BOSTON - The Cannabis Control Commission is explicitly advising consumers to only buy cannabis products from licensed stores and has recommended that medical marijuana patients who vaporize their medicine contact their doctor to find an alternative during Gov. Charlie Baker's four-month ban on vaping products.

Since Baker banned the sales of all nicotine or marijuana vape products on Tuesday, marijuana consumers and medical patients who do not want to smoke their cannabis have been told to seek alternatives, like edibles or topicals. The CCC said it has heard from a lot of those people.

"Since the Administration's announcement, the Commission has received a significant number of inquiries across all constituencies and continues to advise the patients who contact the agency to communicate directly with their certifying doctor or clinician for advice on alternative methods to vaping," the CCC said in a statement, though the agency did not provide an estimate of the number of calls and emails it has received.

On Wednesday, the CCC issued memos to medical marijuana patients, medical marijuana treatment centers and non-medical retailers, and clinicians who certify patients for inclusion in the medical program to explain the governor's ban and recommend next steps while federal and state public health officials continue to investigate a spate of lung illnesses connected to vaping nicotine and/or THC derived from marijuana.

Retailers are being asked to tell any "patients/customers (who) report symptoms such as shortness of breath, fatigue, chest pain, cough, and weight loss that they believe are related to vaporizing" to contact their health care provider.

While the U.S. Centers for Disease Control has said that it does "not yet know the specific cause of these lung injuries" and that its investigation "has not identified any specific e-cigarette or vaping product" connected to all incidents, the U.S. Food and Drug Administration has said that "at least one of the associated deaths that has been publicly disclosed appears to have been related to illicit THC vaping products."

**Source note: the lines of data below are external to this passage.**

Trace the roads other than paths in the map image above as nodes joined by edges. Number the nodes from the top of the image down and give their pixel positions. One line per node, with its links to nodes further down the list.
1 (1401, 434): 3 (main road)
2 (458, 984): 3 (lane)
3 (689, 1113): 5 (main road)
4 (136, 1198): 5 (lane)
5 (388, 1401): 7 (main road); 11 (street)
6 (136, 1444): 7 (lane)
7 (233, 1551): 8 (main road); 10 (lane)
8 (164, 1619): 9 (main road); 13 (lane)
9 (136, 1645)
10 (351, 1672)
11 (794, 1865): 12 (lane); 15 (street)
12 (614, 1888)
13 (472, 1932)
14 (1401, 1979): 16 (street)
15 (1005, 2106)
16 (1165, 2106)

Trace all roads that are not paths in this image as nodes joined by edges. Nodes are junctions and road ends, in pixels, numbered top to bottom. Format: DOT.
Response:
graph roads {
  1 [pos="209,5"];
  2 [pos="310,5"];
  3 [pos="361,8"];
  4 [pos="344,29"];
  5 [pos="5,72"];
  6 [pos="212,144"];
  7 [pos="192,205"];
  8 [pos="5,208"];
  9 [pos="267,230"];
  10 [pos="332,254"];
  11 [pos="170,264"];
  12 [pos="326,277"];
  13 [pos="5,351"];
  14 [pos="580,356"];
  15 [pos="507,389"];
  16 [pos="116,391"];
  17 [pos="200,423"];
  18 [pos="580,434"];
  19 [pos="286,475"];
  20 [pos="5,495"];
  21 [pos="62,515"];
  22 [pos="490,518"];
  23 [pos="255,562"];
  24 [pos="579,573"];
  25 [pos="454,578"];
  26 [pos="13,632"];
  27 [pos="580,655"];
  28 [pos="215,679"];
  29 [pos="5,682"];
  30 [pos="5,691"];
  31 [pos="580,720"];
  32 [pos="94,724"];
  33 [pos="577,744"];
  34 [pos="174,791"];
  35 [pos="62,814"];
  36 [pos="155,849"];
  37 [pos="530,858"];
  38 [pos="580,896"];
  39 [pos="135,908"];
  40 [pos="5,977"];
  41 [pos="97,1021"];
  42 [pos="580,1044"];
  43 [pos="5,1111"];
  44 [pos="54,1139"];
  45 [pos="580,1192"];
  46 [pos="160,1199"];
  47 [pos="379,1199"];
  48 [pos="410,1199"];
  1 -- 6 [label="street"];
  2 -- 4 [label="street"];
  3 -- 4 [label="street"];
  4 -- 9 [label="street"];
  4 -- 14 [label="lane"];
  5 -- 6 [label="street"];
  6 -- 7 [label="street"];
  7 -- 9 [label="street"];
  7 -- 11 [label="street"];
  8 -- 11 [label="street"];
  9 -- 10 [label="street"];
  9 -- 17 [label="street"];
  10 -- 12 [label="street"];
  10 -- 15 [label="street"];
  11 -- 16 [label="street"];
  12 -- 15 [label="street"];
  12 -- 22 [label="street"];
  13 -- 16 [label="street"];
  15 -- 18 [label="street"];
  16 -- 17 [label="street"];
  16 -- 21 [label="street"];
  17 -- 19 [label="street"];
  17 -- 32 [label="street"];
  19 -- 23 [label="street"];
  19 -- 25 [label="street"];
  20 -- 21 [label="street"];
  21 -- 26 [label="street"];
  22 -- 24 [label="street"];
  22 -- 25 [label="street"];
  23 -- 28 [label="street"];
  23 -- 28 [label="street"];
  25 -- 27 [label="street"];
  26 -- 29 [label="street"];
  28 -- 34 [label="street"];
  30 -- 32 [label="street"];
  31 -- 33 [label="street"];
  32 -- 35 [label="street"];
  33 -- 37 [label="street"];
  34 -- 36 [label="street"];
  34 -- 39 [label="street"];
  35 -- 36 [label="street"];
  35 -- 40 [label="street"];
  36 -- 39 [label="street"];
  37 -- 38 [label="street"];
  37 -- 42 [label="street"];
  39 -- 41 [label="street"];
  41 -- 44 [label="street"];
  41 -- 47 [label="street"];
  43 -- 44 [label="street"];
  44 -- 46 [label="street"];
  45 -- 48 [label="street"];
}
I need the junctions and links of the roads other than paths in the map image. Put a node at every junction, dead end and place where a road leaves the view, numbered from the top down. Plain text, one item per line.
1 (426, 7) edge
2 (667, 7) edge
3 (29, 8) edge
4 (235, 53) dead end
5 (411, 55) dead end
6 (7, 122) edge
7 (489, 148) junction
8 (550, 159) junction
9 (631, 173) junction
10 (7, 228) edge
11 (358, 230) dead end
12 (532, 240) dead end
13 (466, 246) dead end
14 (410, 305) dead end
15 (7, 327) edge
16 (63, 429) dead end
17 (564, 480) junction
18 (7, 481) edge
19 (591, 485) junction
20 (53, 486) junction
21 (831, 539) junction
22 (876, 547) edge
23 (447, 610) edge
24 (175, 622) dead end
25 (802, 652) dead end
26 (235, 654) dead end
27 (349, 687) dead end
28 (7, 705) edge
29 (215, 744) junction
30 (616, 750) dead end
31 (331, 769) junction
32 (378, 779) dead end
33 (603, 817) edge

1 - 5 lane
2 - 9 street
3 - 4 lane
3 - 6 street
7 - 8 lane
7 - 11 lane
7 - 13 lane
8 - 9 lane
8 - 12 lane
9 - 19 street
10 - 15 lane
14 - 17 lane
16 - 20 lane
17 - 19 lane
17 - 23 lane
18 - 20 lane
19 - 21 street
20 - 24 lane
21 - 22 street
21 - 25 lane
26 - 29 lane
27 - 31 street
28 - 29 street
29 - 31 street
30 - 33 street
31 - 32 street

The CCC advised patients and consumers to "purchase cannabis products only from licensed entities" and not to "modify cannabis products or add any substances to these products that are not intended by the manufacturer." On Wednesday, one member of the CCC said she is concerned that the governor's ban will push people to purchase illicit vape products.

In its memo to dispensaries and retailers, the CCC makes clear that no licensee is to "sell vaping cartridges, devices and accessories, or refills for cartridges" and pointed business owners to signs created by the Department of Public Health for use by retailers.

Working with its third-party seed-to-sale tracking vendor, the CCC also created the ability for licensees to "quarantine" their inventory of vaping products within the tracking system for management purposes. The Metrc tracking system, the CCC said, "is capable of detecting sales that violate the Governor's order."

Based on a one-week sales snapshot provided by the Cannabis Control Commission, concentrates, including vape cartridges, account for roughly 20% of all legal marijuana product purchases in Massachusetts. Marijuana flower or buds make up just less than half of all items purchased at licensed stores.

Hours before the governor announced his vaping ban Tuesday, the CCC voted to finalize new industry regulations. Among those new rules is a requirement that extract and concentrate manufacturers include on their products' lists of ingredients of every additive used in the product, including thickening agents and specific terpenes, which are oils that naturally occur in cannabis and contribute to its distinctive odor.

The CCC said Thursday that it will soon issue a voluntary survey to its licensees to collect input on the current use of additives, thickening or thinning agents, cutting agents and terpenes in vaporizer cartridges and other concentrates. The survey answers, the CCC said, will "help the Commission build policies on production of cannabis concentrates."